Ofensivo, con longitud de pitón, astifino desde la mazorca, enseñando las palas, el segundo fue un cárdeno claro lleno y fuerte, que apretó para dentro en el capote de Román en el recibo. Se quedó crudo en el caballo, pues, tras las banderillas, se vino arriba. Brindó al respetable el valenciano, que echó la moneda con un toro siempre engallado, desafiante, que le radiografió antes de cada arrancada. Fue un ‘Adolfo‘ con interés, exigente, que no regaló ninguna de sus medias embestidas. Román logró ligar los muletazos en la primera mitad de trasteo perdiendo pasos. Luego estuvo valiente, con mucho aplomo y tragando una barbaridad, porque cada muletazo era una moneda al aire. Lo mató de metisaca, estocada caída y descabello y saludó desde el tercio.

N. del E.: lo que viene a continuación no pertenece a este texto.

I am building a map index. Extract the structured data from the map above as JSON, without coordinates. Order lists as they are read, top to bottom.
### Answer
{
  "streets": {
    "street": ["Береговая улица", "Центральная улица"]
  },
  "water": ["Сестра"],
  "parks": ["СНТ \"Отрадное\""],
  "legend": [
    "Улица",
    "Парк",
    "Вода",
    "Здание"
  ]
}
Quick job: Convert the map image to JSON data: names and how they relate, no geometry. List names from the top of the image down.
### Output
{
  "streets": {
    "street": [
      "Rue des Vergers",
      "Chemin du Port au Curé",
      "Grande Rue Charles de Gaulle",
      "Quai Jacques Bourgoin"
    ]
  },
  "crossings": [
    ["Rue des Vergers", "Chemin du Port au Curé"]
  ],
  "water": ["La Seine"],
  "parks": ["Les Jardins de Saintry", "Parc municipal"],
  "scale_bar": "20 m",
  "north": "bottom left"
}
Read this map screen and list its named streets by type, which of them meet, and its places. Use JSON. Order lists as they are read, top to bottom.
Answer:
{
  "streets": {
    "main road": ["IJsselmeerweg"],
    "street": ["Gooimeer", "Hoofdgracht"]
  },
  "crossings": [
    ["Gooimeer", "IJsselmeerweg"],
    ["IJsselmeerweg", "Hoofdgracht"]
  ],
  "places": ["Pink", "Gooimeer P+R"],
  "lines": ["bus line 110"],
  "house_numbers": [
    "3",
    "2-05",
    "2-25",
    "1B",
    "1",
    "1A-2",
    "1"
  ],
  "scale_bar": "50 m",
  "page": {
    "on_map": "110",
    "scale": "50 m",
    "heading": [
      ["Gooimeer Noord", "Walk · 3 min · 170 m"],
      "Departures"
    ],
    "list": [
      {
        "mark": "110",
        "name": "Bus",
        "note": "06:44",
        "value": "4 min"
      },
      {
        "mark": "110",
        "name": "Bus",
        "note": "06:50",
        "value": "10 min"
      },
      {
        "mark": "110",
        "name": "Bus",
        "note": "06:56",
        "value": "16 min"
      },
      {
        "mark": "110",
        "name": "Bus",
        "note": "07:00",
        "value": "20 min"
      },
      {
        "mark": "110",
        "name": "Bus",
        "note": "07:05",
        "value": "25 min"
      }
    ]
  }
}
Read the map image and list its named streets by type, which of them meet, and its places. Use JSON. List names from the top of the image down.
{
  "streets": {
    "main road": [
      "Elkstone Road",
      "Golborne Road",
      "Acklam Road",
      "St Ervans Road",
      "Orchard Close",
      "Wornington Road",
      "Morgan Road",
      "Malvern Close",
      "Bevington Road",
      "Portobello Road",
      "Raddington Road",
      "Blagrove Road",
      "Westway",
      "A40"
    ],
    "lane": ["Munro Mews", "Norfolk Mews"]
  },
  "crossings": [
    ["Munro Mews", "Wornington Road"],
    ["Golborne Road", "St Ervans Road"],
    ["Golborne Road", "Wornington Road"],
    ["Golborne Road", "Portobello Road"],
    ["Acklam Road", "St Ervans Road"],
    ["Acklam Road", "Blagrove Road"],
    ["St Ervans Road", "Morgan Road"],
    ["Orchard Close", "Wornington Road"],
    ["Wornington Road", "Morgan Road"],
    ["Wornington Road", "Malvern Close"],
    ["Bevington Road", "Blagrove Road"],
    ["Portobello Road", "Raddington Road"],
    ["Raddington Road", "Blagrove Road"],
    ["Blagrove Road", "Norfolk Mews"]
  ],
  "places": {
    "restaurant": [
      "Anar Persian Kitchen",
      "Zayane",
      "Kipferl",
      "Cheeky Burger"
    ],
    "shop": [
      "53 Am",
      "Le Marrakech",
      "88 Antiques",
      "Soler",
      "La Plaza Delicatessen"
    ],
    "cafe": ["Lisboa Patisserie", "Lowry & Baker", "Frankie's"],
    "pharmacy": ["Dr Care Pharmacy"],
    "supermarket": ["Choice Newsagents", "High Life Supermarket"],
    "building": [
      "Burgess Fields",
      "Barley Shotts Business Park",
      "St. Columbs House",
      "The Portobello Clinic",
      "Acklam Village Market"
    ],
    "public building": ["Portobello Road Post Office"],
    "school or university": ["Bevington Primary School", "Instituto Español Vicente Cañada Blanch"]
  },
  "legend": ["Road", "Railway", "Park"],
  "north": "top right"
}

Holgazán‘, toro hondo y lleno, fuerte y con cuerpo, amplio de sienes, enseñando las palas, salió en quinto lugar. Román le enjaretó cuatro templadas verónicas que abrochó con un par de buenas medias. Fue un animal que blandeó lo suyo, muy protestado, pues claudicó varias veces más tarde en banderillas. El valenciano se puso entre las dos rayas y, ahí, en el tercio, trató de afianzar al animal, que quiso más que pudo. La espada le hizo guardia y necesitó de un descabello.

RESEÑA

hierro adolfo martín

Plaza de toros de Las Ventas, en MadridEspaña. Segunda de la Feria de Otoño. Dos tercios de entrada. Toros de Adolfo Martín, . El 1º, deslucido, se venció siempre por dentro en el viaje; el 2º, exigente, para apostar, no regaló una sola embestida; el 3º, reservón y de poca vida, cada vez con menos recorrido; el 4º, humillador y con buen fondo; el 5º, endeble, quiso más que pudo; y el 6º, peligroso, orientado y midiendo mucho.

Adrián de Torres (de blanco y oro), que confirmó alternativa, palmas tras aviso y división tras dos avisos.

Román (de espuma de mar y plata), ovación y silencio.

Ángel Sánchez (de blanco y azabache), silencio en ambos.

Incidencias: En banderillas, se desmonteraron en el tercero Curro Javier y José Antonio Prestel. En el cuarto, hizo lo propio Iván García, y en el sexto, Antonio Molina.